Protection of peace and obligations of the state

 

As mentioned above, the legal value protected in the crime of “provoking the public to hatred, hostility or degrading” is the protection of public peace. However, it cannot be claimed that the elements of this crime are formed on the grounds that public peace is disrupted by every statement that disturbs the society. In this respect, the society must be tolerant in order to ensure public peace. At this point, a positive obligation is imposed on the state. However, today, by doing the opposite, the government is spreading intolerance "for the continuation of its power." Moreover, the segment of society protected in the crime of “provoking the public to hatred, hostility or degrading” is not the ones, who have the opinion and thoughts generally accepted by society.

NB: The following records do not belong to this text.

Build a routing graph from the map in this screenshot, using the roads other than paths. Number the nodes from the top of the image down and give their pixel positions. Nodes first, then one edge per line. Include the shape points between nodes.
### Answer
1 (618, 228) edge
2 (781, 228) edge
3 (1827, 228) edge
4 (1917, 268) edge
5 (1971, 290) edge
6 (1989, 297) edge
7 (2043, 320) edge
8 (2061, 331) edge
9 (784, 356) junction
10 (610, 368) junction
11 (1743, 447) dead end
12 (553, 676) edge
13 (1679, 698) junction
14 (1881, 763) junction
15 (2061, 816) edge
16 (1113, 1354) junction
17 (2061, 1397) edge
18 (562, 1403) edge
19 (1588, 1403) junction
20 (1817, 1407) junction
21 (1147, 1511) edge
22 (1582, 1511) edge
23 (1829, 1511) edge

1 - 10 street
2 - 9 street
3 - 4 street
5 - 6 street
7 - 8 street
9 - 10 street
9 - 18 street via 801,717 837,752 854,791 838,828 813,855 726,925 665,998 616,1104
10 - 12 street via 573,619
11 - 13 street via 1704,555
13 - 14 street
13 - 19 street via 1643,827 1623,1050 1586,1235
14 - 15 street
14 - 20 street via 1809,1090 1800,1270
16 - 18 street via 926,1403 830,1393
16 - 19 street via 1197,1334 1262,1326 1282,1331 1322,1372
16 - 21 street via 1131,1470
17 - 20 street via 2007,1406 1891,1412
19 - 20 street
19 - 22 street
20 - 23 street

On the contrary, what is protected here is the minority that constitutes the "narrow" segment of society.

 

For example, it has been alleged that the demonstrations, activities or statements of LGBTI+ persons provoke the public to hatred and hostility and publicly degrade religious values. The life preferences and statements of LGBTI+ persons can be seen as either unacceptable or provocative for a large segment of the society. However, it is not this large segment of the society that the democratic state should protect, but LGBTI+ persons and their freedom of expression. What really disrupts public peace is the disregard of a segment of the society and the prevention of their rights and self-expression. What disrupts public peace is not the lives, statements or actions of LGBTI + individuals, but statements, policies, and actions that socially “marginalize” them and violate their rights.

 

In terms of the type of crime examined, the statements and actions of LGBTI+ persons do not constitute the crime of "provoking the public to hatred, hostility or degrading.” These rhetoric can disturb large parts of the society or cause them to take action. However, what causes the deterioration of public peace is not these statements, but the society's "intolerance" to these statements and the imposition of intolerance by the government.

 

Detentions/trials with the allegation of "inciting hatred and hostility or degrading the public” disturb the peace. Those who disrupt the peace are the ones accusing individuals of this crime. Preventing persons from exercising their rights and interfering with their rights constitute the concrete danger mentioned before and disrupts public peace. Denying people their rights to criticize the government, to demonstrate their democratic reaction to the government, to live their sexual orientation and/or gender identity freely are what disturb public peace and provoke the public to hatred and hostility.